I wanted to make this apology public for that foul-up.
I found, in the Preferences for Nvu 0.2, an installer for extensions. This discovery makes me a very happy man; I don't have to worry about command-line installation of Abacus anymore. (In theory.) I'd guess this is the extension manager ballyhooed about.
I'm thinking one extension that would make a "killer ext" for Mozilla would be a little PNG editor. People who develop templates for MathML editing probably would like to create icons for the menu items they'll create. Of course, Mozilla wasn't really intended to edit graphics, but one can dream...
I noticed, absently, that Nvu 0.2 doesn't like XHTML. (Yes, I know, after what I said about doctypes, I hear a "here we go again" groan...) It likes HTML just fine. With a little tinkering, it will like HTML + MathML as well. But when I have a link tag:
<link href='chrome://gre/res/mathml.css' type='text/css' rel='stylesheet'/>
Nvu will record that as:
<link href='chrome://gre/res/mathml.css' type='text/css' rel='stylesheet'>
I can't get mad at Nvu for doing that; it's a perfectly natural cleanup for HTML, and Nvu has no way of knowing that I want XHTML. Same problem in Mozilla Composer; it's not really a bug.
This makes me wonder: what am I supposed to do about it? Per the XHTML Media Types note of the W3C, XHTML 1.0-compatible content types should not be used for text/html documents. In Section 3.1, the document specifically points out XHTML + MathML as "NOT suitable" (their capitalization).

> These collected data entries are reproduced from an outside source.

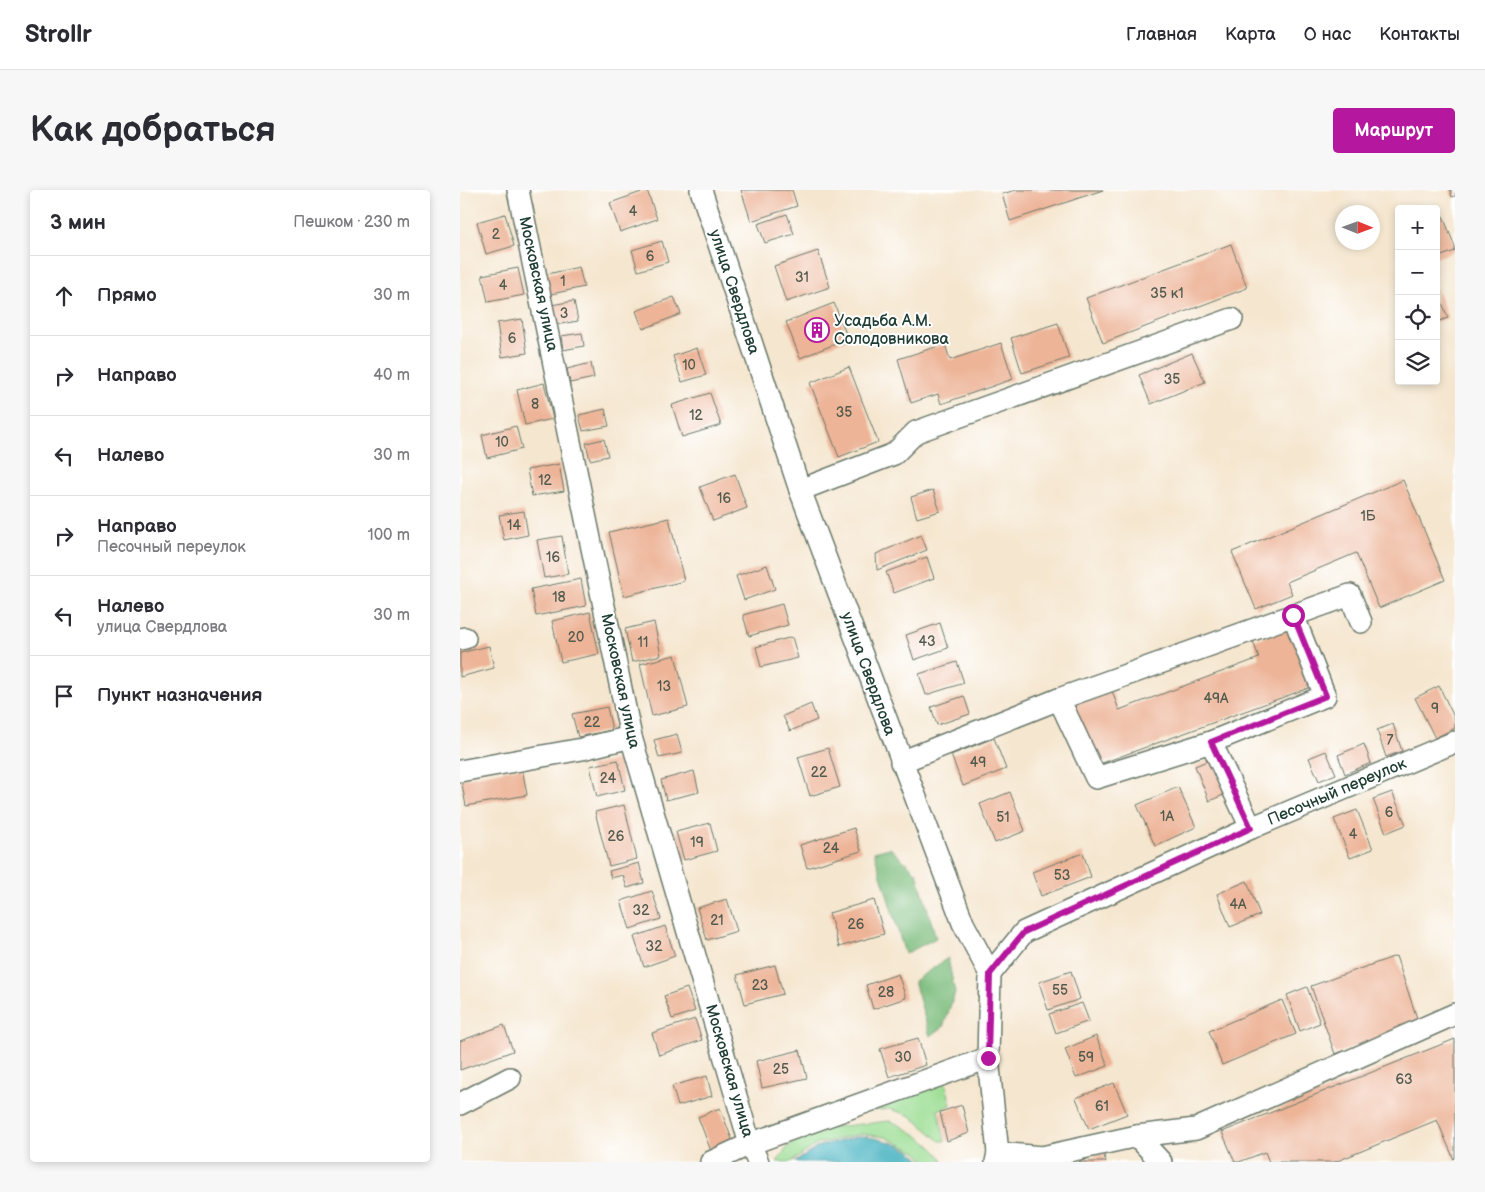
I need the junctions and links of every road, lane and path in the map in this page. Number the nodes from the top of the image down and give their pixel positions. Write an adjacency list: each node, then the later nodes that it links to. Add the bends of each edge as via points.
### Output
1 (518, 190): 8 (street, Московская улица)
2 (700, 190): 4 (street, улица Свердлова)
3 (1232, 319): 4 (street, via 916,432 894,454)
4 (800, 490): 11 (street, улица Свердлова)
5 (1293, 615): 6 (street, via 1350,595); 7 (street); 9 (street, via 1326,696)
6 (1361, 622)
7 (1059, 700): 9 (street, via 1096,778); 11 (street)
8 (631, 737): 12 (street); 20 (street, Московская улица)
9 (1211, 742): 13 (street)
10 (1455, 742): 13 (street, Песочный переулок)
11 (901, 762): 14 (street, улица Свердлова, via 963,923)
12 (460, 771)
13 (1251, 828): 14 (street, Песочный переулок, via 1024,932)
14 (990, 974): 16 (street, улица Свердлова)
15 (1455, 1014): 19 (street, via 1196,1129)
16 (988, 1058): 20 (street); 21 (street, улица Свердлова)
17 (510, 1078): 18 (street)
18 (460, 1104)
19 (1137, 1136): 21 (street, via 1042,1157); 23 (street)
20 (754, 1153): 22 (street)
21 (997, 1157)
22 (711, 1162)
23 (1161, 1162)

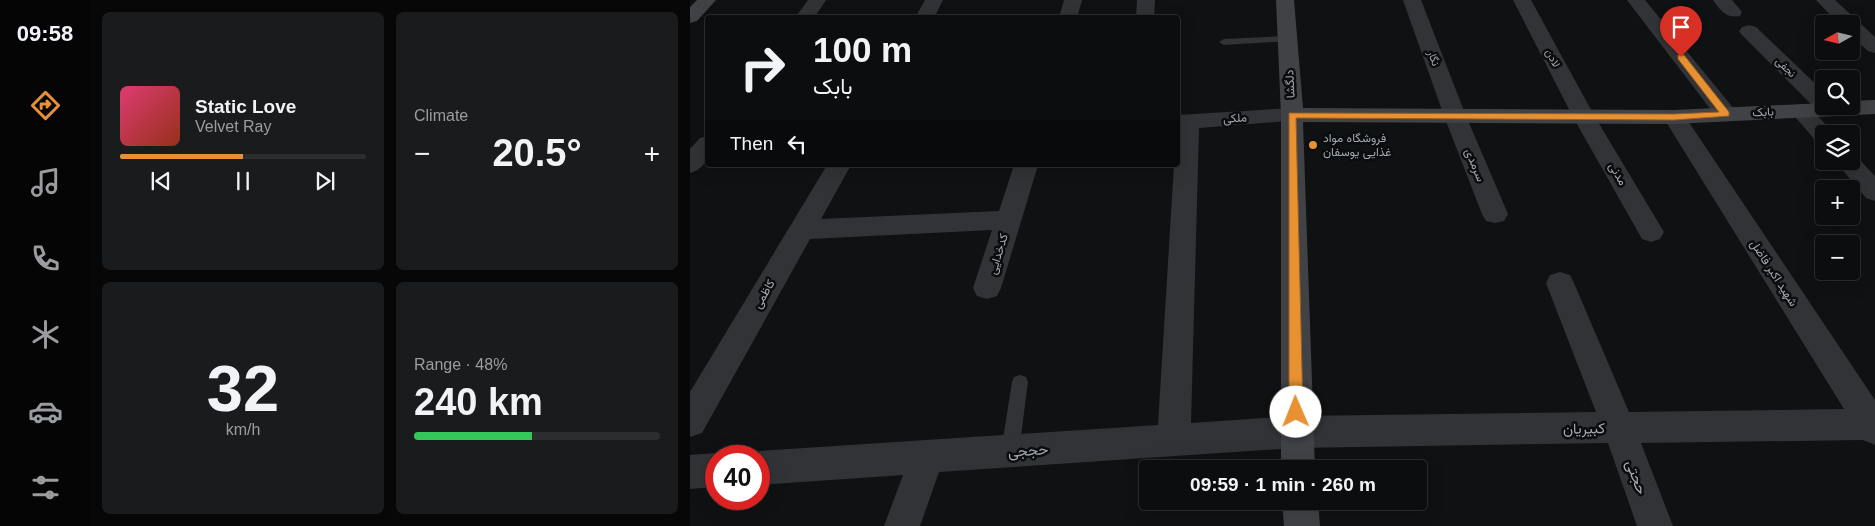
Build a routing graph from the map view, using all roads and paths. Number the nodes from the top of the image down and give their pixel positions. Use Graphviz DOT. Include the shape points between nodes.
graph roads {
  1 [pos="707,0"];
  2 [pos="817,0"];
  3 [pos="934,0"];
  4 [pos="1073,0"];
  5 [pos="1146,0"];
  6 [pos="1285,0"];
  7 [pos="1412,0"];
  8 [pos="1522,0"];
  9 [pos="1636,0"];
  10 [pos="1825,0"];
  11 [pos="806,15"];
  12 [pos="926,15"];
  13 [pos="1069,15"];
  14 [pos="1144,15"];
  15 [pos="1841,15"];
  16 [pos="690,17"];
  17 [pos="1749,31"];
  18 [pos="1860,33"];
  19 [pos="1287,40"];
  20 [pos="1224,42"];
  21 [pos="1875,47"];
  22 [pos="1815,95"];
  23 [pos="1860,106"];
  24 [pos="1875,106"];
  25 [pos="1815,108"];
  26 [pos="1801,110"];
  27 [pos="1726,114"];
  28 [pos="1292,115"];
  29 [pos="1455,116"];
  30 [pos="1584,117"];
  31 [pos="1674,117"];
  32 [pos="1183,121"];
  33 [pos="1815,126"];
  34 [pos="838,167"];
  35 [pos="1025,167"];
  36 [pos="1855,170"];
  37 [pos="1875,192"];
  38 [pos="1494,214"];
  39 [pos="1008,220"];
  40 [pos="801,230"];
  41 [pos="1651,232"];
  42 [pos="1560,283"];
  43 [pos="987,288"];
  44 [pos="1020,382"];
  45 [pos="690,422"];
  46 [pos="1874,425"];
  47 [pos="1619,428"];
  48 [pos="1296,432"];
  49 [pos="1174,440"];
  50 [pos="1010,451"];
  51 [pos="928,456"];
  52 [pos="1298,460"];
  53 [pos="770,467"];
  54 [pos="705,471"];
  55 [pos="690,472"];
  56 [pos="1301,510"];
  57 [pos="902,526"];
  58 [pos="1302,526"];
  59 [pos="1655,526"];
  1 -- 16 [label="street"];
  2 -- 11 [label="street"];
  3 -- 12 [label="street"];
  4 -- 13 [label="street"];
  5 -- 14 [label="street"];
  6 -- 19 [label="street, دلگشا"];
  7 -- 29 [label="street, نگار"];
  8 -- 30 [label="street, لادن"];
  9 -- 27 [label="street"];
  10 -- 15 [label="street"];
  17 -- 22 [label="street, نجفی"];
  18 -- 21 [label="street"];
  19 -- 20 [label="lane"];
  19 -- 28 [label="street, دلگشا"];
  23 -- 24 [label="street, بابک"];
  25 -- 26 [label="street, بابک"];
  26 -- 27 [label="street, بابک"];
  26 -- 33 [label="street"];
  27 -- 31 [label="street, بابک"];
  28 -- 29 [label="street, بابک"];
  28 -- 32 [label="street, ملکی"];
  28 -- 48 [label="street, دلگشا"];
  29 -- 30 [label="street, بابک"];
  29 -- 38 [label="street, سرمدی"];
  30 -- 31 [label="street, بابک"];
  30 -- 41 [label="street, مدنی"];
  31 -- 46 [label="street, شهید اکبر فاضل"];
  32 -- 49 [label="street"];
  34 -- 40 [label="street, کاظمی"];
  35 -- 39 [label="street, کدخدایی"];
  36 -- 37 [label="street"];
  39 -- 40 [label="street"];
  39 -- 43 [label="street, کدخدایی"];
  40 -- 45 [label="street, کاظمی"];
  42 -- 47 [label="street, حجتی"];
  44 -- 50 [label="lane"];
  46 -- 47 [label="street, کبیریان"];
  47 -- 48 [label="street, کبیریان"];
  47 -- 59 [label="street, حجتی"];
  48 -- 49 [label="street, حججی"];
  48 -- 52 [label="street, دلگشا"];
  49 -- 50 [label="street, حججی"];
  50 -- 51 [label="street, حججی"];
  51 -- 53 [label="street, حججی"];
  51 -- 57 [label="street"];
  54 -- 55 [label="street"];
  56 -- 58 [label="street"];
}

I thought I saw a doctype for HTML + MathML a long time ago... can't find it in MathML 2.0 1st Ed. (I'm about to grab MathML 2.0 2e.)
In terms of Abacus progress: the assert() function is proving very helpful indeed in forcing me to do things right. I'm just about at the point where I can save templates, but I hit a snag first: every template I create needs a file to save the template to. I placed an assert to throw an exception when I reached that point in my code, and forgot about it.
When I ran the code after fixing a couple other bugs, I noted with some concern that nothing seemed to happen after I okayed a template... and then my JS Console provided a very stern reminder. As I can't really do any more work on Abacus without fixing that bug, I think I'd better write some code to identify a file for a new template, or create one if necessary...
After that, it's building a UI for template writers to make UI's for their templates... that, fortunately, will be the last thing required for actually editing MathML templates, and I can finally get on to editing MathML with the templates. That should be easy in comparison.